In another embodiment of the invention, the plasticizer is added to the gelatin-mTG solution. Plasticizers have been shown to lower the melting point of gelatin so that it forms a solution at lower temperatures without undergoing thermoreversible gelation. One or more plasticizers are preferably added to the gelatin particles or to the gelatin solution prior to mixing the gelatin solution with the mTG or mTG solution to lower its melting point. In the case where the gelatin and mTG solutions are lyophilized, one or more plasticizers are added to the gelatin solution prior to its lyophilization. In an alternative embodiment, one or more plasticizers are added to the gelatin solution, as described previously, so that the mTG can be added at lower temperatures where it is not highly active. The gelatin-mTG-plasticizer solution may then be lyophilized or otherwise dried in already mixed form.

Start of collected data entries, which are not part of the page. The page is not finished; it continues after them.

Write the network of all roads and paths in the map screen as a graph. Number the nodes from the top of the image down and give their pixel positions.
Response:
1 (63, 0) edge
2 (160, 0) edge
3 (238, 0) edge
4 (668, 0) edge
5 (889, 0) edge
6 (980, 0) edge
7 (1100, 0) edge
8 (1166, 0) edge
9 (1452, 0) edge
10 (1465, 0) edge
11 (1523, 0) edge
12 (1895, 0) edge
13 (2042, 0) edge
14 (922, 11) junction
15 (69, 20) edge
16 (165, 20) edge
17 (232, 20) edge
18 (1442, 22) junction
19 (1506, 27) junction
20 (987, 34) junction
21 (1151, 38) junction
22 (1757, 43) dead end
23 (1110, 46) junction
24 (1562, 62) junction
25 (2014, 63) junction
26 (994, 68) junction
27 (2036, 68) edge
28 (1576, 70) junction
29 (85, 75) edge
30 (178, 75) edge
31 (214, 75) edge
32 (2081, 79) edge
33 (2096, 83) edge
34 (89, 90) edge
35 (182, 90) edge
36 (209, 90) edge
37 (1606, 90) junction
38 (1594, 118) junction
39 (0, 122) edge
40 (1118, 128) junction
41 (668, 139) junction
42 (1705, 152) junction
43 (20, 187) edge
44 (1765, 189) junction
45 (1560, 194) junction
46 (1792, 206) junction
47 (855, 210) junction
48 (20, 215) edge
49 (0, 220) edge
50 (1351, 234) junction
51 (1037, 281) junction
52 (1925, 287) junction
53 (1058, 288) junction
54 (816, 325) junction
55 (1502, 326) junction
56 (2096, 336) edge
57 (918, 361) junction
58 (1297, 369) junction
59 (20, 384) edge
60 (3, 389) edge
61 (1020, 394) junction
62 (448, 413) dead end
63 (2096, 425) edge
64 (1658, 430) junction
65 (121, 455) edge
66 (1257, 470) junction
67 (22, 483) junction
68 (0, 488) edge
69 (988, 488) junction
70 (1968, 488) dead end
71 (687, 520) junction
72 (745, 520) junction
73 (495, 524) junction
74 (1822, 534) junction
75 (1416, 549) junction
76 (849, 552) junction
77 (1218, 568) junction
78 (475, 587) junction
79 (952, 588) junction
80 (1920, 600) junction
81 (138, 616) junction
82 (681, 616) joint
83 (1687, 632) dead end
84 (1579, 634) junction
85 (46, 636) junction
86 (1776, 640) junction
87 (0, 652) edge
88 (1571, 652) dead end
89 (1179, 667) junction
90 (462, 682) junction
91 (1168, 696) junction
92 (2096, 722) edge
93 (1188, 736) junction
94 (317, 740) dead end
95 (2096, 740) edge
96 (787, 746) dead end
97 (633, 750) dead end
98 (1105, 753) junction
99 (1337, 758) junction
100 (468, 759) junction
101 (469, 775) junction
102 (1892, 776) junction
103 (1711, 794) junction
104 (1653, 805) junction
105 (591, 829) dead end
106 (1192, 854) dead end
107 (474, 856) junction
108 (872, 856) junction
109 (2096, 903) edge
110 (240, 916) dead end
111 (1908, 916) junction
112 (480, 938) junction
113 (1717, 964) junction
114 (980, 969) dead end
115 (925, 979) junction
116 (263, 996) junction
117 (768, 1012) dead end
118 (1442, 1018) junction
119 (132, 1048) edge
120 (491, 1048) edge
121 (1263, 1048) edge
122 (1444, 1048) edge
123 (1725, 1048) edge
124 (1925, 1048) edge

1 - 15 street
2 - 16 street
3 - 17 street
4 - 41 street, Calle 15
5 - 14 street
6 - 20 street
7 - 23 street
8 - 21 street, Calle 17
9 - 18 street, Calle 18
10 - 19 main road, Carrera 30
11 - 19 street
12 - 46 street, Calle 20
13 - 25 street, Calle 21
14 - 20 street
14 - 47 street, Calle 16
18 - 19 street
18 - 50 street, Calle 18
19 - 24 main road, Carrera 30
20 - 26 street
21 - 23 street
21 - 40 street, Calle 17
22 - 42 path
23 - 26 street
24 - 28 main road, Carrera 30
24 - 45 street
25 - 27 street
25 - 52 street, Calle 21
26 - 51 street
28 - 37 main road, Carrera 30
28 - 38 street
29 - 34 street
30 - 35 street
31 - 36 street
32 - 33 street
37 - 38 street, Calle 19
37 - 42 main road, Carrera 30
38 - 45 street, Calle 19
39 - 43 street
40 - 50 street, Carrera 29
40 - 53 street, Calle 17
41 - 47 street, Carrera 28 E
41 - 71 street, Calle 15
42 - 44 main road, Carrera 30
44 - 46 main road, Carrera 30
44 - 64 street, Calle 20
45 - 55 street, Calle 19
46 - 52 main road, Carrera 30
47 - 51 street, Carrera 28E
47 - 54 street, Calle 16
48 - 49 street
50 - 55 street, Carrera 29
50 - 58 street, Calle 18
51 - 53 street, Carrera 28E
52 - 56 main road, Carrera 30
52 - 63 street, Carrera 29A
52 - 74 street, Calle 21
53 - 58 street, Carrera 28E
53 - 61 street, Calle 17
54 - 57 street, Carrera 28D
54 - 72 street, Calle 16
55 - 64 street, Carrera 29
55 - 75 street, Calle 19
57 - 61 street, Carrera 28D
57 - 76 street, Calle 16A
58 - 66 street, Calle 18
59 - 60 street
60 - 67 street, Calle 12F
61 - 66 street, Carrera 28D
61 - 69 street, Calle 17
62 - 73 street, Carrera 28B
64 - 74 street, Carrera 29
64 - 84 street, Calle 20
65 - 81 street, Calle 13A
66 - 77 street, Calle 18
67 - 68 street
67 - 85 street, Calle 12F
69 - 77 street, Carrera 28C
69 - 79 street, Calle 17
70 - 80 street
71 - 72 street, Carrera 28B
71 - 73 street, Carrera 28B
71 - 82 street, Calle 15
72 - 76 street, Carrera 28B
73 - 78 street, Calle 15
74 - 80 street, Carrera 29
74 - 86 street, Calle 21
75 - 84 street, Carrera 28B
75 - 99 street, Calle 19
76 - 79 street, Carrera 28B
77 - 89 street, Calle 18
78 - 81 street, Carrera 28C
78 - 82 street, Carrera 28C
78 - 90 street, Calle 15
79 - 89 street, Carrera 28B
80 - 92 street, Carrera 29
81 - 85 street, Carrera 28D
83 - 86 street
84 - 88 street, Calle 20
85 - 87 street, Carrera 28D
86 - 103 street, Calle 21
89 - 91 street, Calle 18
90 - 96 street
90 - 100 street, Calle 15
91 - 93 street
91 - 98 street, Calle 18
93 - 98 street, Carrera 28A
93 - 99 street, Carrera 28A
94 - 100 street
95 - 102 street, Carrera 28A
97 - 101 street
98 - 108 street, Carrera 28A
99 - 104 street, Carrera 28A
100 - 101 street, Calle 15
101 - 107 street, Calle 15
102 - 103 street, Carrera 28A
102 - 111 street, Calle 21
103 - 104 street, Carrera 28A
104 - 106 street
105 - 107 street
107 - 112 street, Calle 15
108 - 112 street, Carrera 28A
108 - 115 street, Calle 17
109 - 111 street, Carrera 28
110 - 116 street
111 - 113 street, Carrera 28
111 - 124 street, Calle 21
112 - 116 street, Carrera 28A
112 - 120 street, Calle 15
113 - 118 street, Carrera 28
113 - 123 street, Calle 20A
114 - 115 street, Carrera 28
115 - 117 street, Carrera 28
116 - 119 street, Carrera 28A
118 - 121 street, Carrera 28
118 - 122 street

In a preferred embodiment, polyols or polyols are used as plasticizers. Such polyols include glycerol, xylitol, sucrose and sorbitol. Sorbitol makes the gelatin-mTG gel more elastic and more viscous. Glycerol makes the gelatin-mTG gel harder and accelerates mTG crosslinking of the gelatin. Preferred glycerol concentration ratios range preferably from about 0.5: 1 to about 5: 1 glycerol to gelatin, more preferably from about 1: 1 to about 2: 1 glycerol to gelatin, weight to weight. Preferred sorbitol concentration ratios range preferably from about 0.5: 1 to about 5: 1 sorbitol to gelatin, more preferably from about 1: 1 to about 3: 1 sorbitol to gelatin, weight to weight.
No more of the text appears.